Panaderos bolivianos conmemoraron este lunes el Día de la Marraqueta, el emblemático 'pan de batalla' que se elabora en La Paz de forma artesanal, con el anuncio de que buscarán que ese alimento sea declarado Patrimonio de la Humanidad, al ser una parte esencial de la gastronomía y la identidad de la sede de Gobierno.
"La marraqueta es un pan sin igual. Incluso ha pasado fronteras", dijo a EFE el máximo dirigente de la Federación de Panificadores Artesanos de La Paz, Dandy Mallea.
Mallea recordó que ese pan, que se caracteriza por ser crocante por fuera y suave y aireado por dentro, fue declarado en 2006 Patrimonio Cultural e Histórico de La Paz por la entonces Prefectura Departamental de la región y en 2024 se aprobó una ley municipal con el mismo objetivo que, además, declaró el 6 de julio el Día de la Marraqueta.
El dirigente explicó que ahora se buscará una ley nacional similar para, posteriormente, acudir a la Organización de las Naciones Unidas para la Educación, la Ciencia y la Cultura (Unesco), "para que el mundo entero sepa que la marraqueta es de Bolivia" y que "representa a todos los bolivianos".
"Es menester valorizar la marraqueta, que es un elemento muy fundamental en la canasta familiar", mencionó Mallea, quien estuvo desde la madrugada elaborando marraquetas en un horno refractario con bóveda de ladrillos de barro, junto a un grupo de panaderas.
La masa lleva harina, agua, sal y levadura y, antes de hornearla, se dejan reposando los bollos de forma alargada y ovalada en telas de yute.
Mientras tanto, el horno debe calentar y, para aportar humedad a su interior, se meten previamente los llamados 'chamillos', panes de harina de trigo integral.
Cuando es hora, las panaderas meten los bollos de marraqueta directamente sobre los ladrillos del horno empleando unas maderas largas y la cocción toma unos 15 minutos.
El uso de este tipo de horno es "uno de los secretos, de los muchos que hay, para poder lograr la calidad de la marraqueta", apuntó Mallea.
El 'pan de batalla'
Hay distintas versiones sobre el origen de este pan en Bolivia.
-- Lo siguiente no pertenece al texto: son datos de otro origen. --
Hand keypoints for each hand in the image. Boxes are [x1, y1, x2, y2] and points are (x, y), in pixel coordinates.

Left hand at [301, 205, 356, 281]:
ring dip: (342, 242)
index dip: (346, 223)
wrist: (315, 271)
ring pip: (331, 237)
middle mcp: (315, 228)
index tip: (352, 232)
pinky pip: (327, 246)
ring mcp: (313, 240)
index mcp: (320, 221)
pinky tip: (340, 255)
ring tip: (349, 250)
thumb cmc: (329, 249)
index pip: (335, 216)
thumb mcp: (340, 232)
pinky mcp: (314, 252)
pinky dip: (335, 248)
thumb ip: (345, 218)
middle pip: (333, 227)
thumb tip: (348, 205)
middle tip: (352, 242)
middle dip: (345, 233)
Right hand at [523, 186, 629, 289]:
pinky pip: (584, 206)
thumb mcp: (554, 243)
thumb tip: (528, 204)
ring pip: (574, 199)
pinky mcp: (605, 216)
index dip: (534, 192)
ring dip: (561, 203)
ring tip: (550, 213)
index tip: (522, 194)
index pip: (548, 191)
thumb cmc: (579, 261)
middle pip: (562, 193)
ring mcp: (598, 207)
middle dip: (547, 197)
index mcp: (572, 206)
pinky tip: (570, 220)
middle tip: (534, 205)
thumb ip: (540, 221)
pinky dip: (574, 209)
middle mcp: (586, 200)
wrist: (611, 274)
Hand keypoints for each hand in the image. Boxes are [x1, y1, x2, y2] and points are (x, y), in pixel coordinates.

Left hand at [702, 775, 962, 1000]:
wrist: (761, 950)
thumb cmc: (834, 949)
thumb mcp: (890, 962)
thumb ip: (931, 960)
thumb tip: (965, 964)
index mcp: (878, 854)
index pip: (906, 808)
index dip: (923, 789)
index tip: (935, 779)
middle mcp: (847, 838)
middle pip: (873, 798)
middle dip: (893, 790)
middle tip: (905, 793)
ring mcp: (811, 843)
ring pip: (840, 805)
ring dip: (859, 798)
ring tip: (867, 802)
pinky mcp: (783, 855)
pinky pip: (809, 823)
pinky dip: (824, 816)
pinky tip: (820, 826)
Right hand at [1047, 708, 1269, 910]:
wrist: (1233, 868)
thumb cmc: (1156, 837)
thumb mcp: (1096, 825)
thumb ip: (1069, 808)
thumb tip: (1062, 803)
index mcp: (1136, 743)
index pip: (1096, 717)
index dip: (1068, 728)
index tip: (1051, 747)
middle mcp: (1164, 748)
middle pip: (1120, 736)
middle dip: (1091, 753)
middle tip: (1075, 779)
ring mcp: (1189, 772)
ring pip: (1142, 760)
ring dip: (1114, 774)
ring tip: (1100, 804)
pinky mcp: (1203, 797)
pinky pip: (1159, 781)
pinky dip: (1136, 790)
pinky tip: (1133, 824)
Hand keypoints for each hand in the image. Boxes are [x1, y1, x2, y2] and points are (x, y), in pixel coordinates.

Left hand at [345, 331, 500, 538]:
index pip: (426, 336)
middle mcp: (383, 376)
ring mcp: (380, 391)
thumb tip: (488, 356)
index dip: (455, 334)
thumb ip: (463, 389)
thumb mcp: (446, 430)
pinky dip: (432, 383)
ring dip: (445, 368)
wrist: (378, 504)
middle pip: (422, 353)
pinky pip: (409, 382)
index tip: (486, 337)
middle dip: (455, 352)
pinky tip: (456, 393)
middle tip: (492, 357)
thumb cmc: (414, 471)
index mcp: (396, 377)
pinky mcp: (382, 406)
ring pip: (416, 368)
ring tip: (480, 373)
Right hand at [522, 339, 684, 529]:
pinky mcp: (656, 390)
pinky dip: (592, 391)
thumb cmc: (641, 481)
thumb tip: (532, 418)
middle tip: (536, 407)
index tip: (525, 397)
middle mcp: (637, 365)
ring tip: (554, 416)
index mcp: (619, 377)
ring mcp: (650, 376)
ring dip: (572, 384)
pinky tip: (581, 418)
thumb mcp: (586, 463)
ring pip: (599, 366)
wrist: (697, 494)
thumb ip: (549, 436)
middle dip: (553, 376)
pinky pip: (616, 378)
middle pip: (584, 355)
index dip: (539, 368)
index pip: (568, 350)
Una de ellas corresponde a la historiadora Florencia Durán, quien señala que fue introducido por el panadero griego Michel Jorge Callisperis, que llegó en 1908 a Chulumani, en la zona subtropical de Los Yungas, y luego migró a La Paz con su receta.
Otra versión es del historiador Antonio Paredes Candia, quien atribuye el origen de la marraqueta a los daneses Andrés y Wigo Rasmussen, doctores en panadería y pastelería que llegaron a La Paz en la década de 1920.
El sobrenombre de 'pan de batalla' también tiene distintas versiones, como la que señala que fue uno de los víveres requeridos para alimentar a los soldados bolivianos en la guerra del Chaco, librada entre Bolivia y Paraguay entre 1932 y 1935, explicó a EFE el antropólogo Diego Noriega.
Noriega, que apoya a la Federación de Panificadores Artesanales de La Paz en la promoción de la marraqueta, sostuvo que este pan cobró "una fuerza importante en el sentido de combatir el hambre" durante la crisis alimentaria que afrontó Bolivia en la década de los años 1980, en la llamada "hiperinflación".
Según Noriega, en ese periodo, la marraqueta llegó a ser "un elemento fundamental", por lo que se garantizó su elaboración mediante la importación de harina argentina.
El experto mencionó que la consistencia de la marraqueta boliviana es distinta a la que se hace en otros países "por el agua", la altitud de La Paz, a más de 3.600 metros sobre el nivel del mar y por "el manejo del horno refractario" con técnicas heredadas de culturas ancestrales, como la tiahuanacota o la inca.
"La marraqueta es un pan tan humilde que está presente en todos los platos (...) Entonces, está cumpliendo su función de identidad, fortalece la identidad de cualquier comida paceña", resaltó.
Por esto se promoverá que sea declarada "patrimonio nacional" y luego se acudirá a la Unesco "para que sea patrimonio de la humanidad", zanjó.